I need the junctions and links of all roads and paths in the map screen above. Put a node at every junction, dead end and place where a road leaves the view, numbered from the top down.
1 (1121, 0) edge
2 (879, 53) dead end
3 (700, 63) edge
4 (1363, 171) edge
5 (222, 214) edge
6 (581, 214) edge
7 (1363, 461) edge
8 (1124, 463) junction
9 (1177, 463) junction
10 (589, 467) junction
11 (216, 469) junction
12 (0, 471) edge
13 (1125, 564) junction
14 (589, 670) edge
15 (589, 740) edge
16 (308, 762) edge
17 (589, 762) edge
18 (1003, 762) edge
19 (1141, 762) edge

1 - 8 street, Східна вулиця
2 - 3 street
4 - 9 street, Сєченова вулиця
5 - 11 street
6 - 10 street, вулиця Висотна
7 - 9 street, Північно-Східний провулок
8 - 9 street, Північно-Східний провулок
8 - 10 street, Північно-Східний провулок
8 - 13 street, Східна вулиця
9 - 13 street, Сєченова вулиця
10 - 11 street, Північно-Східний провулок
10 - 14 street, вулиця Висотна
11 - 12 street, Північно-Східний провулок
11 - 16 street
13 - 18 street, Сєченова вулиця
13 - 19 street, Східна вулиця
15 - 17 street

======

Exercise:
Set down the data once more, word for word.

Output for this task:
I need the junctions and links of all roads and paths in the map screen above. Put a node at every junction, dead end and place where a road leaves the view, numbered from the top down.
1 (1121, 0) edge
2 (879, 53) dead end
3 (700, 63) edge
4 (1363, 171) edge
5 (222, 214) edge
6 (581, 214) edge
7 (1363, 461) edge
8 (1124, 463) junction
9 (1177, 463) junction
10 (589, 467) junction
11 (216, 469) junction
12 (0, 471) edge
13 (1125, 564) junction
14 (589, 670) edge
15 (589, 740) edge
16 (308, 762) edge
17 (589, 762) edge
18 (1003, 762) edge
19 (1141, 762) edge

1 - 8 street, Східна вулиця
2 - 3 street
4 - 9 street, Сєченова вулиця
5 - 11 street
6 - 10 street, вулиця Висотна
7 - 9 street, Північно-Східний провулок
8 - 9 street, Північно-Східний провулок
8 - 10 street, Північно-Східний провулок
8 - 13 street, Східна вулиця
9 - 13 street, Сєченова вулиця
10 - 11 street, Північно-Східний провулок
10 - 14 street, вулиця Висотна
11 - 12 street, Північно-Східний провулок
11 - 16 street
13 - 18 street, Сєченова вулиця
13 - 19 street, Східна вулиця
15 - 17 street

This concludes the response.